| Task details |
Give the count of lines in the records below that contain "Vogel", and say nothing more.

| Data under study |
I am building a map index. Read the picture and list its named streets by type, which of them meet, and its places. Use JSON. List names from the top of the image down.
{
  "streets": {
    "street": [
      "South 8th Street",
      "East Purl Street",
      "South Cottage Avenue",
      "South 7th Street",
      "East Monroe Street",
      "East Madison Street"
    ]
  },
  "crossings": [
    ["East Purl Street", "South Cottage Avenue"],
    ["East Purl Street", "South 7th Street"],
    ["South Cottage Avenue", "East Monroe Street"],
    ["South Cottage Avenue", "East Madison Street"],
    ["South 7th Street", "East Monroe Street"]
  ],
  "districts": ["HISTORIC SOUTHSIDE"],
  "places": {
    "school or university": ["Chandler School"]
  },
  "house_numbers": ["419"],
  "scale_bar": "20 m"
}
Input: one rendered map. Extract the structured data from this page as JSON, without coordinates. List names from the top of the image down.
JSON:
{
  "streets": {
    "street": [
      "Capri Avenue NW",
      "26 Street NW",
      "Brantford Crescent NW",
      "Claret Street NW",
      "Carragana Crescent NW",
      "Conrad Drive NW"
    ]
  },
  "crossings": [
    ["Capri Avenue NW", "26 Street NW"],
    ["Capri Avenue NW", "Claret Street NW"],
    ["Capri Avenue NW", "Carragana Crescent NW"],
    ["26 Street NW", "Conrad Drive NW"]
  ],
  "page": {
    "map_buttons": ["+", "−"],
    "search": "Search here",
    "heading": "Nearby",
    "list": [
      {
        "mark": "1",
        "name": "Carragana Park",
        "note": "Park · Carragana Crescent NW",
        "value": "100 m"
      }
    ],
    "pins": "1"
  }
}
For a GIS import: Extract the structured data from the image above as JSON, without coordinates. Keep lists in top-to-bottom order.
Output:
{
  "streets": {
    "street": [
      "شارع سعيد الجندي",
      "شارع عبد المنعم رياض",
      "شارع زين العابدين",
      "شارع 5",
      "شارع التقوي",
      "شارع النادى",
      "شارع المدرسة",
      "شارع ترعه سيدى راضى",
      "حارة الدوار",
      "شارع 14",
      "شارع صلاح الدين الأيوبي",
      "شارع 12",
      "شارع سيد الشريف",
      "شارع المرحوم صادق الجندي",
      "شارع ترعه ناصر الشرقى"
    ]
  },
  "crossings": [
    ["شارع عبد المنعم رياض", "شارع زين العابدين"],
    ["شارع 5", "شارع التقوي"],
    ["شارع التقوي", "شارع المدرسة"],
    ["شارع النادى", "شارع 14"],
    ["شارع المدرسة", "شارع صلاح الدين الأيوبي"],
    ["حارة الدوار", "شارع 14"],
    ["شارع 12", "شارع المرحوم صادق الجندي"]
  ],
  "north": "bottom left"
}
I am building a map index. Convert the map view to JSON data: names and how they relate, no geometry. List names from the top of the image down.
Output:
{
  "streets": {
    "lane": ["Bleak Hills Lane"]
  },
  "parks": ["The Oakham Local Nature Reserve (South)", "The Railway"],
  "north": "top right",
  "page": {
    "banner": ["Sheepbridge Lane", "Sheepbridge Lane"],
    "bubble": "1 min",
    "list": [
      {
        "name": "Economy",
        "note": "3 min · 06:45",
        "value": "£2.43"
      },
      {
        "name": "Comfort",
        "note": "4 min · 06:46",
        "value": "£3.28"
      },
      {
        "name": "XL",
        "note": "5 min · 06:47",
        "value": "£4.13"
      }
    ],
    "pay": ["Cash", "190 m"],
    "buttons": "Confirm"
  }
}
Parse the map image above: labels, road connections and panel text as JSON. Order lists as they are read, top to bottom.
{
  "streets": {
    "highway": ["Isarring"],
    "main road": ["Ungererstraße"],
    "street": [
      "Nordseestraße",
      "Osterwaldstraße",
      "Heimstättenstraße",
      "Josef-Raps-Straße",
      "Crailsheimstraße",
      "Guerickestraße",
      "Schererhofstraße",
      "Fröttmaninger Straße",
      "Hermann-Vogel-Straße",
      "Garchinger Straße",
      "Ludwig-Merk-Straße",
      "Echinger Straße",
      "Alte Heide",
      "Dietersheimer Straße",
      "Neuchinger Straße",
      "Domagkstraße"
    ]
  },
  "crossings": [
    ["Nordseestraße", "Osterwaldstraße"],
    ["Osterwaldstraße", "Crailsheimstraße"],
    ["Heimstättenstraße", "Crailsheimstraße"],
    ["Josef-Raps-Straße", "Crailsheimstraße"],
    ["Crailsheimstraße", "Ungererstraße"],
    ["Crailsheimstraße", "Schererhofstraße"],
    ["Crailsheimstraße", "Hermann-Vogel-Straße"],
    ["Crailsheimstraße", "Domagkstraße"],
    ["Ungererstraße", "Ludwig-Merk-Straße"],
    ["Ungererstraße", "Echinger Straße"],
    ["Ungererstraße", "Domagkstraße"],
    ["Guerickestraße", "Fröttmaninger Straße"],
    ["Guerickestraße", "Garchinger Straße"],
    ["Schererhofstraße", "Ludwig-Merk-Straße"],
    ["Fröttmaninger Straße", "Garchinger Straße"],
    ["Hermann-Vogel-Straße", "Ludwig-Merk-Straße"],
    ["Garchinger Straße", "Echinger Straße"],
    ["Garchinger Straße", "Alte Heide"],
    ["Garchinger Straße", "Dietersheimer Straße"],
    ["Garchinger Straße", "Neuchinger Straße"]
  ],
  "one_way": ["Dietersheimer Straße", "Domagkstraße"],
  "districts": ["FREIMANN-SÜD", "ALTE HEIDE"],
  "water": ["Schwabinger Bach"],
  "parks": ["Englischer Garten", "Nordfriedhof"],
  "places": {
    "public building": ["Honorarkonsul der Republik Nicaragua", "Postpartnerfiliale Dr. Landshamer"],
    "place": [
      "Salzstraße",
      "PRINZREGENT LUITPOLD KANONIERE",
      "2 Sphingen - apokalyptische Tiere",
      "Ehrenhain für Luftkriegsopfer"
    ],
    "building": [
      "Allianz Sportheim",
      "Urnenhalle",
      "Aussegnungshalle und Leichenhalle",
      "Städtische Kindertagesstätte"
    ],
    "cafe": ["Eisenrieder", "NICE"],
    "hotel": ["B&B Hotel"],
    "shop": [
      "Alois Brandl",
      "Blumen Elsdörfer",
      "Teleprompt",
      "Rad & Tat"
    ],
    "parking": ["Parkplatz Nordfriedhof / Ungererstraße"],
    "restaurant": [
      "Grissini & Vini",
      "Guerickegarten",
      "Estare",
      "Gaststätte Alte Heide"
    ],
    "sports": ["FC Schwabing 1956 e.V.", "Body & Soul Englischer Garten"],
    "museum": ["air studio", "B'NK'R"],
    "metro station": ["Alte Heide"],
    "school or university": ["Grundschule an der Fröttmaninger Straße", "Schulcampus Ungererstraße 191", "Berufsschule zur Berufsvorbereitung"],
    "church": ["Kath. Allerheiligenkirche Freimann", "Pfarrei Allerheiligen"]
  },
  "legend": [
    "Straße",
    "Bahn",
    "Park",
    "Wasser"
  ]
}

| Response |
3